I appreciate sunny weather as much as anyone but sometimes a trip must go on, rain or shine. Such was the case yesterday when a long anticipated trip to a remote lake happened to coincide with the first significant end-of-summer rainstorm. My Sierra Designs Hurricane rain shell had been sitting unused for a couple of months of dry weather, but it was finally time to cut off the tags and test it in the field.  

I wore my Sierra Designs Hurricane Jacket over a wool t-shirt, starting my day with the shell all zipped up. After not too long on the trail I had to open the pit zips to get some ventilation going.   The pit zips stayed open for the remainder of the day and did a gangbuster job of keeping me cool without letting moisture in.

We spent much of the day crawling through wet brush, which provides even more opportunities to get wet from all angles. Lucky for me, the Sierra Designs Hurricane jacket has an ample hood; I had it on for much of the day to keep my beanie from getting soaked and to keep water off my glasses as much as possible.   The generous cut of the hood was perfect for hanging around at the lake and for going downhill. On the uphill portions of the hike I just folded it back a couple of inches and it let me see better for navigating.  

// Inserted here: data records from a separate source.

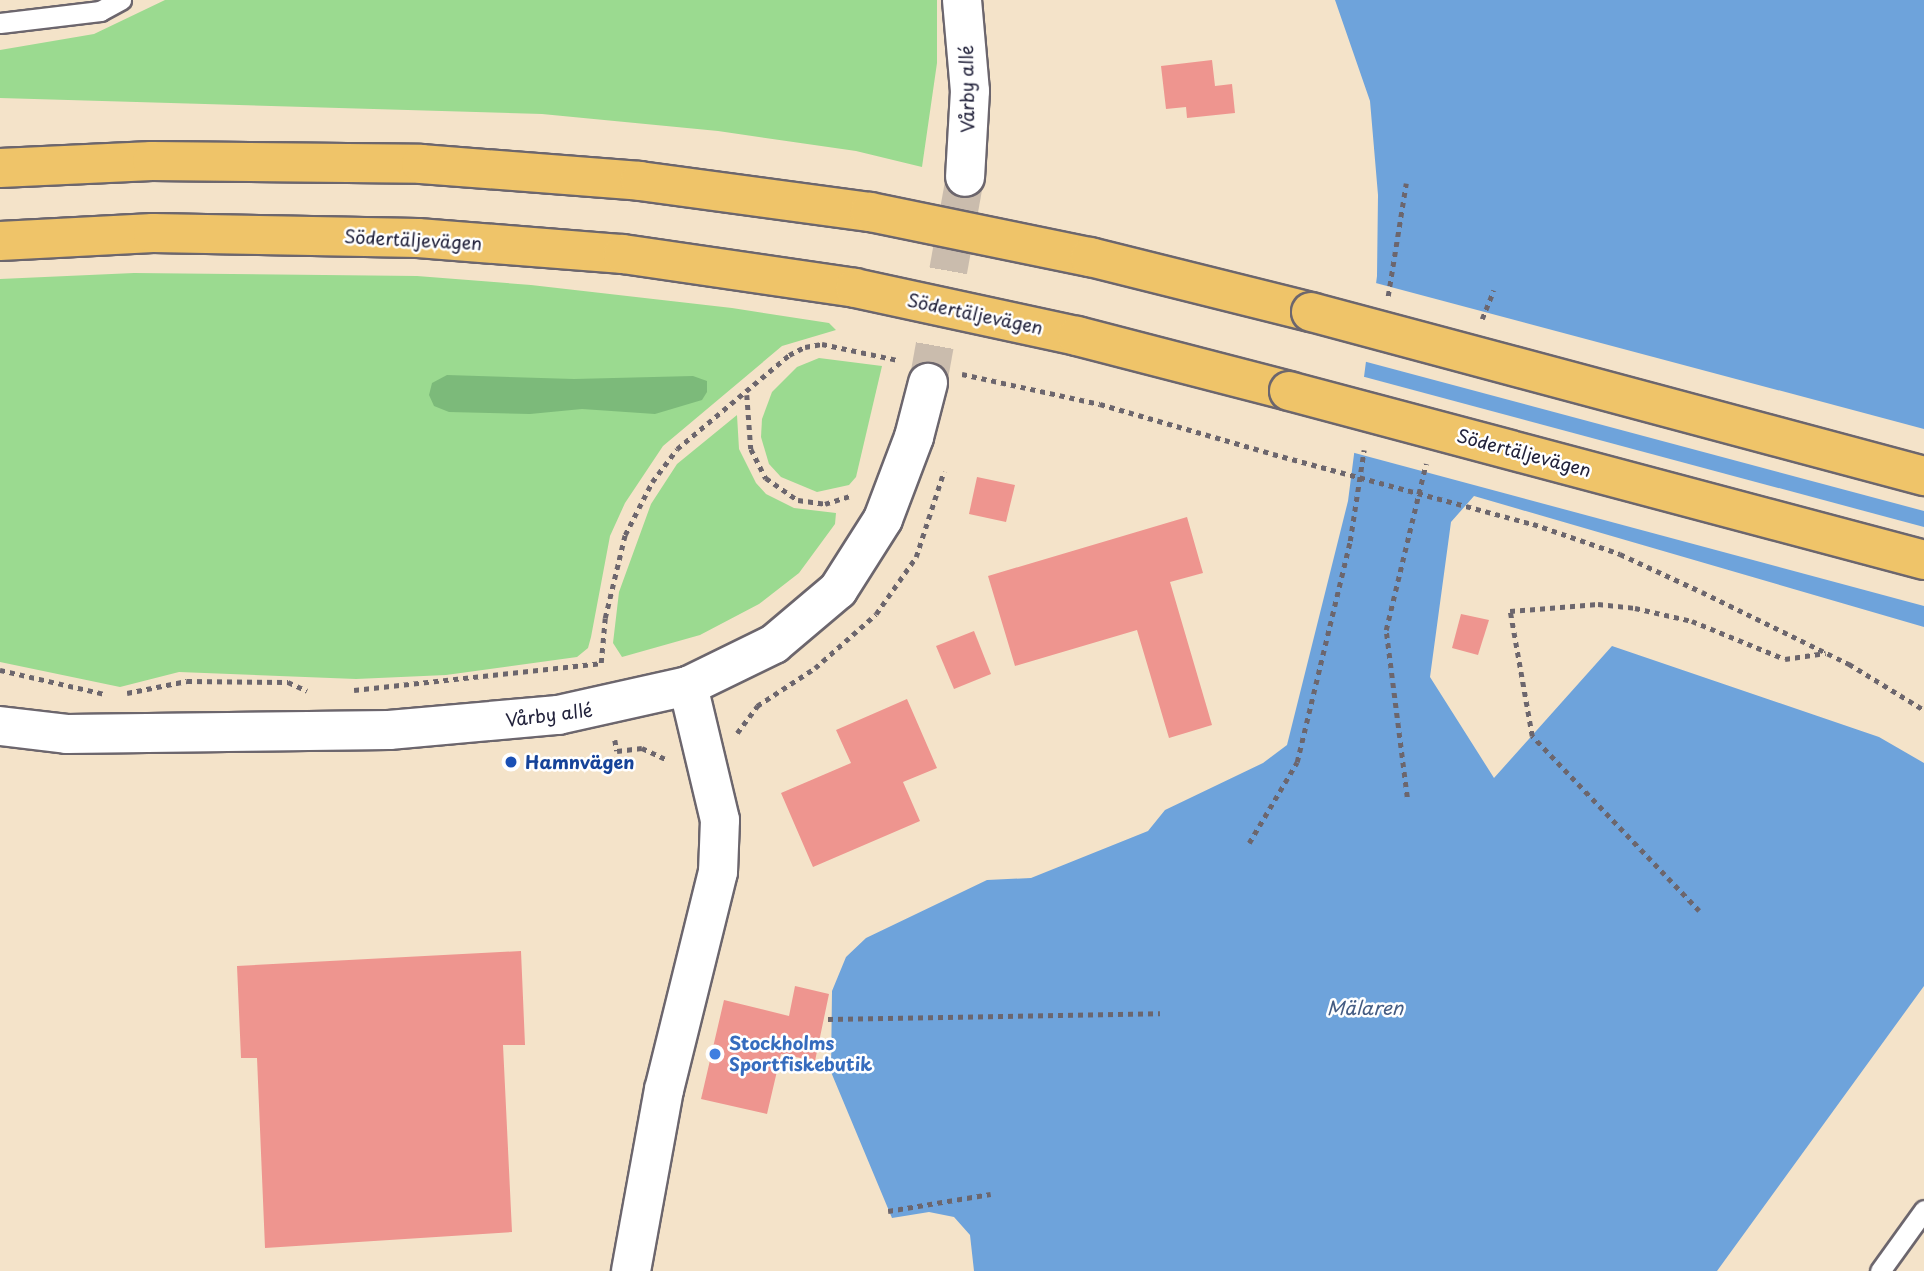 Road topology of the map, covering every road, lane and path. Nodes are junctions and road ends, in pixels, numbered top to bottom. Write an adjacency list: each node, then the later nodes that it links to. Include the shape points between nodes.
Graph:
1 (121, 0): 3 (lane, via 100,11)
2 (962, 0): 5 (street, Vårby allé, via 970,90)
3 (0, 23)
4 (0, 168): 15 (highway, bridge, via 152,162 421,164 640,181 870,212 1090,257 1311,312)
5 (965, 177)
6 (1406, 183): 9 (path)
7 (0, 241): 17 (highway, Södertäljevägen, bridge, via 153,233 418,238 623,254 855,288 1077,336)
8 (1494, 290): 10 (path)
9 (1386, 307)
10 (1478, 329)
11 (929, 372): 12 (path, via 821,344 789,355); 18 (path, bridge, via 1100,404 1533,524 1620,554); 20 (street, Vårby allé, via 891,501 871,544 838,590 774,644)
12 (747, 394): 16 (path, via 751,449 771,484 788,496 811,502 841,502); 21 (path, via 677,449 642,501 617,560 601,663 524,675)
13 (1365, 444): 26 (path, via 1350,541 1297,762)
14 (1427, 458): 25 (path, via 1386,630)
15 (1924, 476)
16 (857, 492)
17 (1924, 560)
18 (1826, 653): 23 (path); 27 (path, via 1784,659 1692,621 1635,608 1598,604 1510,611 1532,736)
19 (0, 670): 22 (path, via 115,695 187,681 288,682)
20 (688, 686): 24 (street, Vårby allé, via 558,715 389,730 67,733); 33 (street, via 720,820 718,872 664,1090)
21 (351, 690)
22 (316, 691)
23 (1924, 710)
24 (0, 726)
25 (1407, 797)
26 (1249, 843)
27 (1699, 911)
28 (1160, 1013): 29 (path)
29 (828, 1019)
30 (991, 1194): 32 (path)
31 (1924, 1210): 34 (lane)
32 (888, 1211)
33 (631, 1271)
34 (1880, 1271)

The Hurricane is Sierra Designs' entry-level rain shell, but I was very impressed with how dry and warm it kept me in conditions that were soaking wet and quite strenuous,  (See shopping links below.)

Available in a variety of colors in men's and women's styles.   

Bottom LIne: This is an affordable and effective piece of gear for someone who wants to be prepared for the outdoors but doesn't want to break the bank getting outfitted. --A.S. (Sept '10)

BUY ONLINE : $74, click here for men's and women's jacket.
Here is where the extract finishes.